The woman has two other children, both boys, and has denied killing the baby girls.
Remains found in flowerpots
The fate of the newborn babies recalled the country's worst post-war infanticide case in which an unemployed dental assistant suffering from cancer was sentenced to 15 years in jail last year.
She was convicted of manslaughter for leaving eight newborn babies to die. Police found their remains hidden in buckets and flowerpots in which the woman had planted vegetables.
In November this year, a 35-year-old woman from Erfurt in central Germany was jailed for 12 years for killing two of her babies and hiding their bodies in a freezer.
The ongoing debate in Germany about the plight of children in impoverished families intensified last month when a five-year-old died of starvation in the care of her parents, who now face murder charges.
The death of the little girl, identified only as Lea-Sophie, sparked calls for children's rights to be enshrined in the constitution in a bid to stem the tide of abuse cases.
German Chancellor Angela Merkel expressed shock at the plight of Lea-Sophie, who weighed 7.4kg when she died, less than half the norm for a healthy five-year-old.

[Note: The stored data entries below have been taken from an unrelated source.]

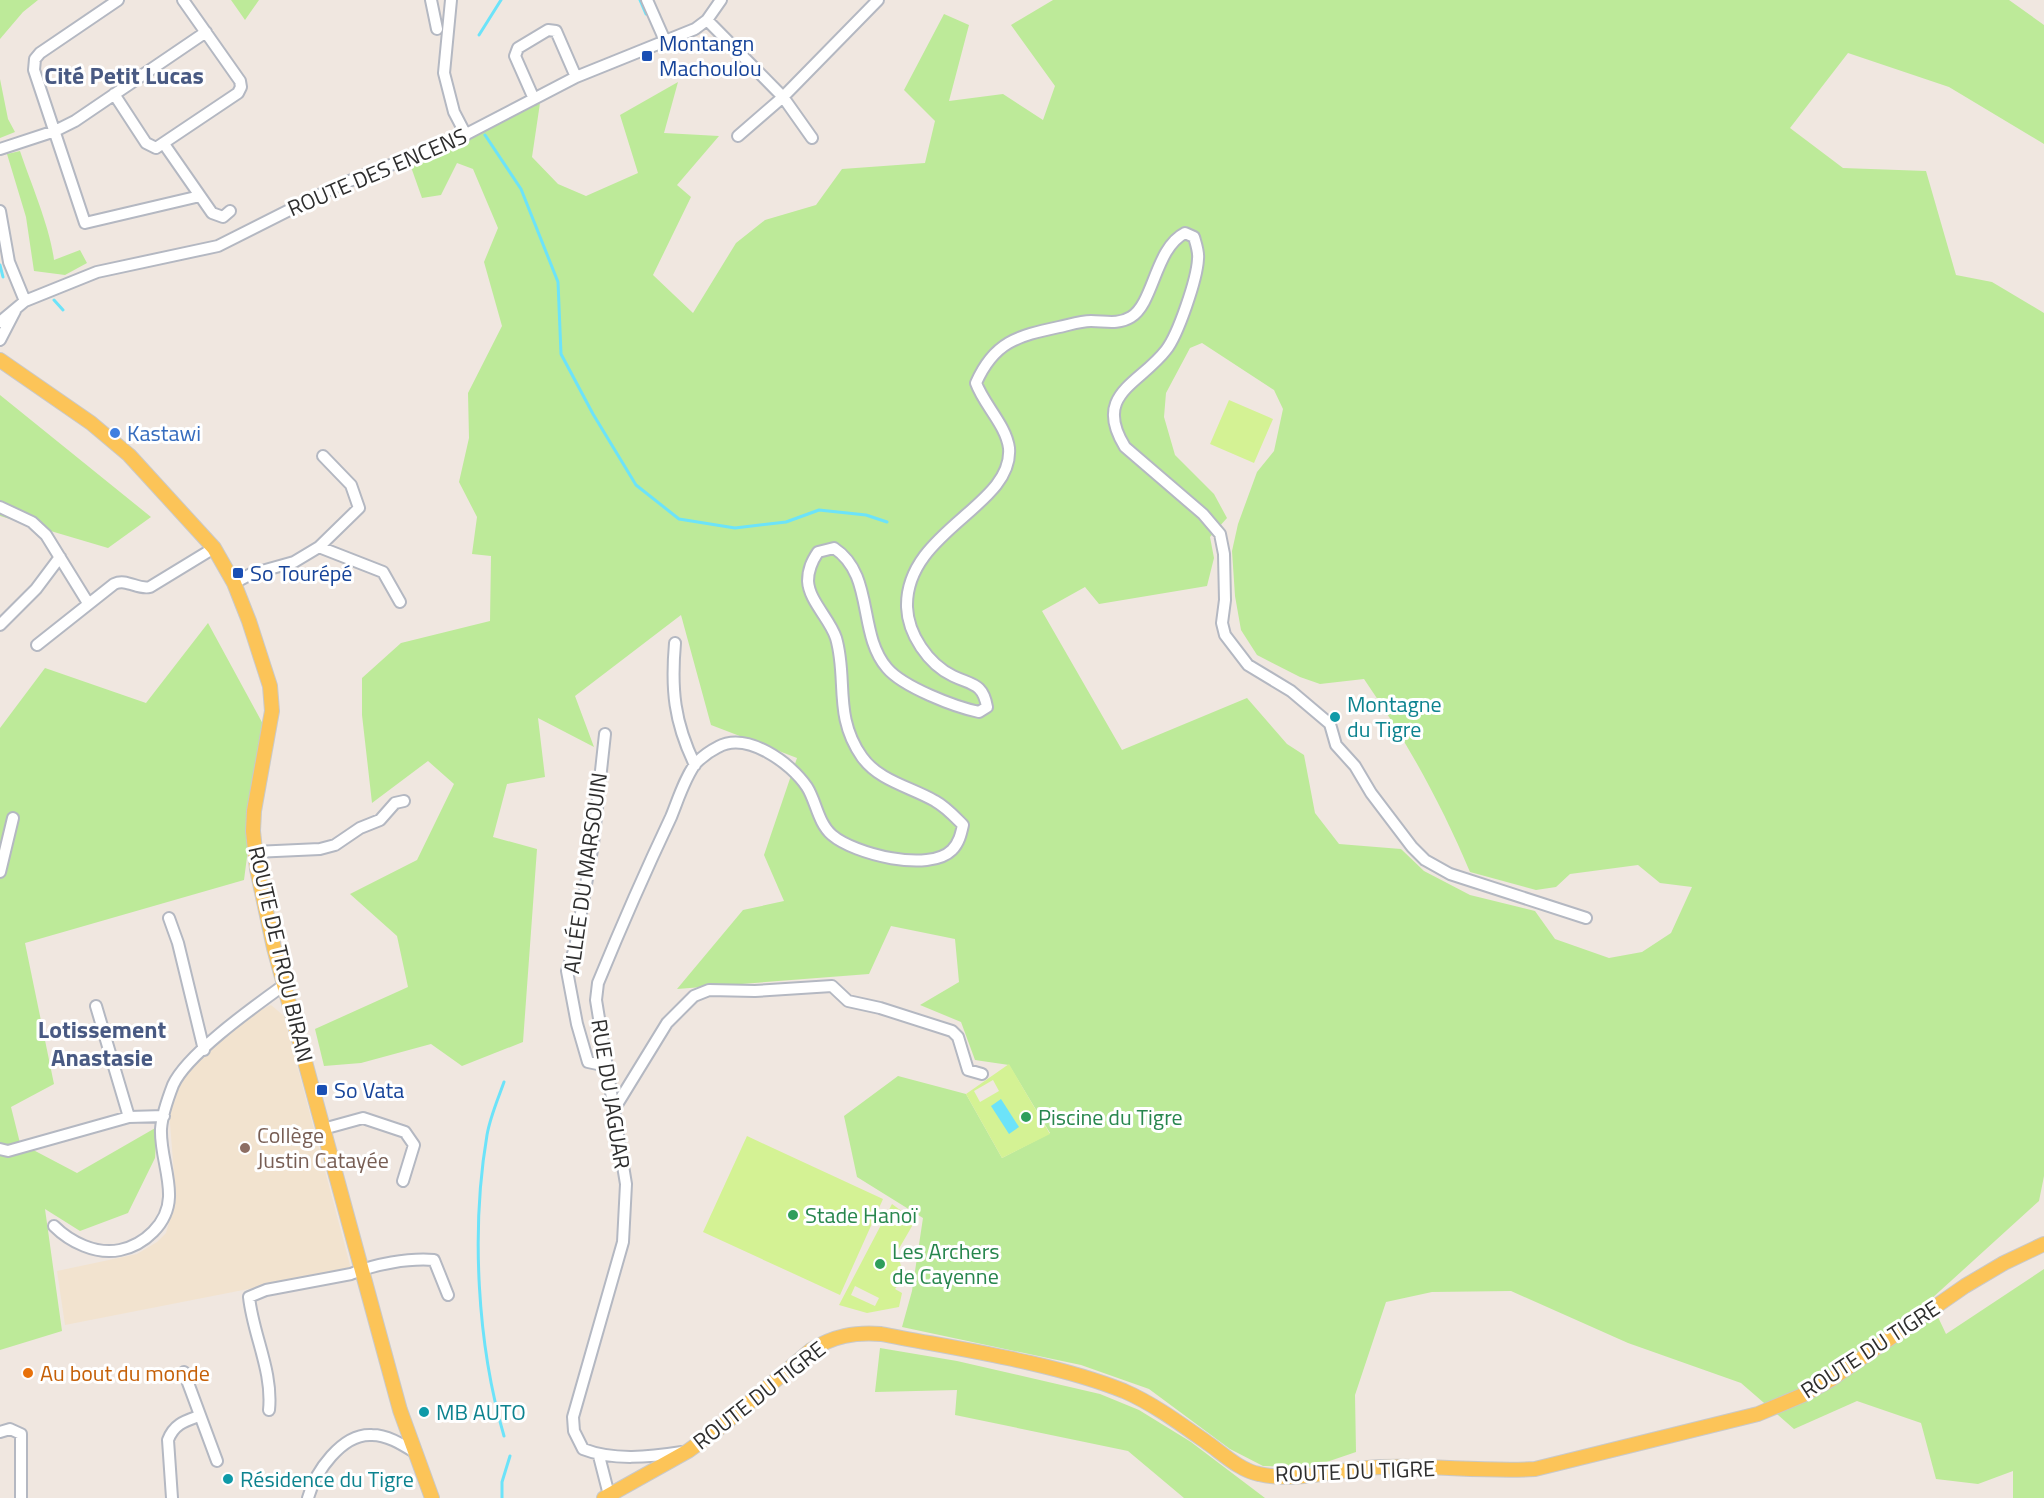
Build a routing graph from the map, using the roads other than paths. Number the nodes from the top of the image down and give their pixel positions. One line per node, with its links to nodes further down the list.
1 (118, 0): 16 (street)
2 (183, 0): 10 (street)
3 (647, 0): 11 (street)
4 (721, 0): 8 (street, ROUTE DES ENCENS)
5 (878, 0): 14 (street)
6 (451, 1): 7 (street); 17 (street)
7 (431, 2): 9 (street)
8 (707, 20): 11 (street, ROUTE DES ENCENS); 14 (street)
9 (437, 29)
10 (206, 33): 13 (street); 20 (street)
11 (666, 43): 12 (street, ROUTE DES ENCENS)
12 (576, 77): 15 (street, ROUTE DES ENCENS); 15 (street)
13 (114, 94): 16 (street); 20 (street)
14 (783, 98): 18 (street); 19 (street)
15 (534, 99): 17 (street, ROUTE DES ENCENS)
16 (55, 131): 21 (street); 22 (street)
17 (466, 135): 25 (street, ROUTE DES ENCENS)
18 (738, 136)
19 (812, 138)
20 (164, 144): 22 (street)
21 (0, 149)
22 (200, 196): 23 (street)
23 (230, 211)
24 (0, 212): 25 (street)
25 (20, 304): 26 (street, ROUTE DES ENCENS); 27 (street)
26 (0, 322)
27 (0, 340)
28 (0, 360): 32 (main road, ROUTE DE TROU BIRAN)
29 (323, 456): 31 (street)
30 (0, 507): 33 (street)
31 (319, 547): 34 (street); 35 (street)
32 (214, 548): 34 (main road, ROUTE DE TROU BIRAN); 36 (street)
33 (60, 557): 36 (street); 37 (street)
34 (234, 583): 44 (main road, ROUTE DE TROU BIRAN)
35 (400, 602)
36 (88, 603): 39 (street)
37 (0, 625)
38 (675, 643): 41 (street)
39 (37, 645)
40 (605, 734): 51 (street, ALLÉE DU MARSOUIN)
41 (695, 765): 47 (street, RUE DU JAGUAR); 51 (street, RUE DU JAGUAR)
42 (404, 801): 44 (street)
43 (14, 818): 45 (street)
44 (254, 852): 48 (main road, ROUTE DE TROU BIRAN)
45 (0, 872)
46 (169, 918): 50 (street)
47 (1587, 918)
48 (284, 985): 50 (street); 56 (main road, ROUTE DE TROU BIRAN)
49 (96, 1006): 55 (street)
50 (204, 1050): 54 (street)
51 (607, 1066): 53 (street, RUE DU JAGUAR)
52 (982, 1074): 53 (street)
53 (613, 1111): 71 (street, RUE DU JAGUAR)
54 (164, 1116): 55 (street); 59 (street)
55 (129, 1117): 57 (street)
56 (323, 1129): 58 (street); 62 (main road, ROUTE DE TROU BIRAN)
57 (0, 1149)
58 (403, 1180)
59 (54, 1226)
60 (2044, 1235): 63 (main road, ROUTE DU TIGRE)
61 (2044, 1244): 63 (main road, ROUTE DU TIGRE)
62 (362, 1270): 64 (street); 66 (street); 70 (main road, ROUTE DE TROU BIRAN)
63 (1965, 1286): 69 (main road, ROUTE DU TIGRE)
64 (448, 1295)
65 (184, 1372): 67 (street)
66 (269, 1410)
67 (199, 1416): 73 (street); 77 (street)
68 (0, 1432): 76 (street)
69 (688, 1450): 72 (street); 74 (main road, ROUTE DU TIGRE)
70 (416, 1453): 78 (street); 79 (main road, ROUTE DE TROU BIRAN)
71 (599, 1456): 72 (street); 75 (street)
72 (635, 1456): 74 (street)
73 (217, 1461)
74 (642, 1476): 75 (main road, ROUTE DU TIGRE)
75 (606, 1497)
76 (21, 1498)
77 (172, 1498)
78 (308, 1498)
79 (432, 1498)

The independent welfare organisation Deutsche Kinderhilfe Direkt said on Thursday the deaths of the eight children found in Darry and Plauen this week "are not regrettable isolated cases" but point to "a crisis" in German society.
"We live in a society where nobody looks around them and where children are not cherished," the chairperson of the organisation, Georg Ehrmann, told Bayerische Rundfunk radio.